Sustained export growth is crucial for maintaining and accelerating the GDP growth momentum, increasing employment and alleviating poverty. In order to encourage the export of the country the government provides duty drawbacks to exporters to make their products competitive in overseas. In case of goods which were earlier imported on payment of duty and are later sought to be exported within a specified period Customs duty paid at the time of import of the goods with certain cuts can be claimed as Duty Drawback at the time of export of such goods. The return of such duty is called duty drawback. Drawback scheme provides for rebate of the duty chargeable on the imported or excisable materials, components, packing materials etc. used in the manufacture of the export product.

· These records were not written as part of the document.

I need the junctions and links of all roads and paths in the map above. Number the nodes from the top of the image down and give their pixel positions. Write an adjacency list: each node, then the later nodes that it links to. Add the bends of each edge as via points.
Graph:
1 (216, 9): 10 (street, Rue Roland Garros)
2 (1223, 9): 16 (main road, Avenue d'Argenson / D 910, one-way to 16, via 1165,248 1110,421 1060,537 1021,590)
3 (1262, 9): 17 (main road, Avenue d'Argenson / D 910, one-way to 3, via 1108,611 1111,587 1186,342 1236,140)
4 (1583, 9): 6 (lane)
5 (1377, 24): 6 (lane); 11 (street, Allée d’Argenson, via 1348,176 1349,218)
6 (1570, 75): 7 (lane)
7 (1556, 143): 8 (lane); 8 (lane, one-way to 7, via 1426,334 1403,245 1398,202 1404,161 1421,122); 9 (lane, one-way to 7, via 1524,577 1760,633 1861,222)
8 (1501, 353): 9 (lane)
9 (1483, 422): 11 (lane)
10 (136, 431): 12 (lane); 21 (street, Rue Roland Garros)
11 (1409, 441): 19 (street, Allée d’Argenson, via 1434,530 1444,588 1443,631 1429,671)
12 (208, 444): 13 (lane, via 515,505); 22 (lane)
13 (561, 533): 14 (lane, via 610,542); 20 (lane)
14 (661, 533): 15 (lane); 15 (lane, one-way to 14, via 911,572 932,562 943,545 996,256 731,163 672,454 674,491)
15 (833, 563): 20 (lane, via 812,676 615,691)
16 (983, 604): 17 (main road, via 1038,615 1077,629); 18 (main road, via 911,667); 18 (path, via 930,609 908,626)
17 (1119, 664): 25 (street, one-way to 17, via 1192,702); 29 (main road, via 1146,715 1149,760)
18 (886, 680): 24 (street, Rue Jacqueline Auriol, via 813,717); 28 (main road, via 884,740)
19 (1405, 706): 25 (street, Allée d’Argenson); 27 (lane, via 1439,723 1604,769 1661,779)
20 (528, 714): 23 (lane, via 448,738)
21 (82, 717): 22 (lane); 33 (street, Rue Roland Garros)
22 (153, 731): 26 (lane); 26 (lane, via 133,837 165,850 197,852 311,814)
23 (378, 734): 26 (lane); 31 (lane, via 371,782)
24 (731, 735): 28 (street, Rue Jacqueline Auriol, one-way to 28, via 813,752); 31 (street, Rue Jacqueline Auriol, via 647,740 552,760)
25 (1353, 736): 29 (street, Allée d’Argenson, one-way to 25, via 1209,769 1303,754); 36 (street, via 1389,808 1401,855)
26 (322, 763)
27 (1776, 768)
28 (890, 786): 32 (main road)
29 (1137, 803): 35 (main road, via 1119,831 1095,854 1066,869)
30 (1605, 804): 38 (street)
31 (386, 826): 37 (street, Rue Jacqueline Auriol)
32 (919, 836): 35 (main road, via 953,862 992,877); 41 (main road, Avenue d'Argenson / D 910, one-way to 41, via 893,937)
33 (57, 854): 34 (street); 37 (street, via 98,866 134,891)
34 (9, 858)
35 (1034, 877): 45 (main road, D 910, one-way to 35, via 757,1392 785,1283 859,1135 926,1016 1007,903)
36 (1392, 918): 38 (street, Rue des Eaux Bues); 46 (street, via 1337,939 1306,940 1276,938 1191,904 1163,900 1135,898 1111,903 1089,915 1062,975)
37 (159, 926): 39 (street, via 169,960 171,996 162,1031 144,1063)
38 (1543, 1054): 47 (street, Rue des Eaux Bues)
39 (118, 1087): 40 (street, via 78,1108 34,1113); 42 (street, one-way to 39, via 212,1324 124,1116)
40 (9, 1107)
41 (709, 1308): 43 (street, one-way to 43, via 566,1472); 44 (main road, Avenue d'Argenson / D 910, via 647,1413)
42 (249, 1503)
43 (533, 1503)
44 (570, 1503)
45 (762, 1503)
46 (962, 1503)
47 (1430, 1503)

Duty Drawback is the refund of duty on that part of the imported raw material used in the production of the goods and manufactured goods are exported. The drawback refers to the rebate of duty chargeable on any imported or excisable material used in the manufacture of goods exported from India. In order to encourage the export of the country the government provides duty drawbacks to exporters to make their products competitive overseas. In case of goods which were earlier imported on payment of duty and are later sought to be exported within a specified period customs duty paid at the time of import of the goods with certain cuts can be claimed as duty drawback at the time of export of such goods. The return of such duty is called duty drawback. In India duty drawback is governed by the Customs Act, 1962 and Customs, Central Excise Duties and Service Tax Drawback (Amendment) Rules, 2006

 MEANING & DEFINITION OF DUTY DRAWBACK:
Duty Drawback is defined as the refund of duty on that part of the imported raw material used in the production of the goods and manufactured goods are exported.[1]
Drawback[2] in relation to any goods manufactured in India and exported, means the rebate of duty or tax, as the case may be, chargeable on any imported materials[3] or excisable materials[4] used or taxable services used as input services in the manufacture[5] of such goods;
According to Gruen, “Duty Drawbacks can be used to specify a flexible liberalization path and speed up the opening of protected economics.

CONCEPT OF DUTY DRAWBACK:
Duty drawback scheme was introduced by the Ministry of Finance as a rebate for duty chargeable on any imported materials or excisable materials used in manufacture or processing of goods, manufactured in India and exported. The scheme promotes exports and to ensure that exported products are revenue neutral.
The Central Government is empowered to grant duty drawback under section 74 and 75 of the Customs Act, 1962. Under section 74 of the Customs Act, duty drawback to the extent of 98 percent of the duty paid on imported goods can be claimed for re-export, provided the goods are re-exported within 2 years of payment of import duty. Section 75 of the Act, empowers drawback on export of manufactured articles.
The principal method of encouraging the export of goods has been the drawback of customs and the central excise duties on goods manufactured out of customs duty paid and/or central excise duty paid on inputs or raw materials. Such Duty Drawback is granted in terms of Section 74 of the Customs Act, 1962 read with Central Excise Duties and Service Tax Drawback (Amendment) Rules, 2006. For this purpose, the identity of export goods is cross verified with the particulars furnished at the time of import of such goods.
According to Rule 3 (1) of the Customs, Central Excise Duties and Service Tax Drawback (Amendment) Rules, 2006 ‘Drawback’ is subject to the provision of Customs Act, 1962 and the rules made thereunder. According to Rule 3 (1), a drawback may be allowed on the export of goods at such amount, or at such rates, as may be determined by the Central Government. But where any goods are produced or manufactured from imported materials or excisable materials or by using any taxable services as input services, on some of which only the duty or tax chargeable thereon has been paid and not on the rest, or only a part of the duty or tax chargeable has been paid the drawback admissible on the said goods shall be reduced taking into account the lesser duty or tax paid or the rebate, refund or credit obtained.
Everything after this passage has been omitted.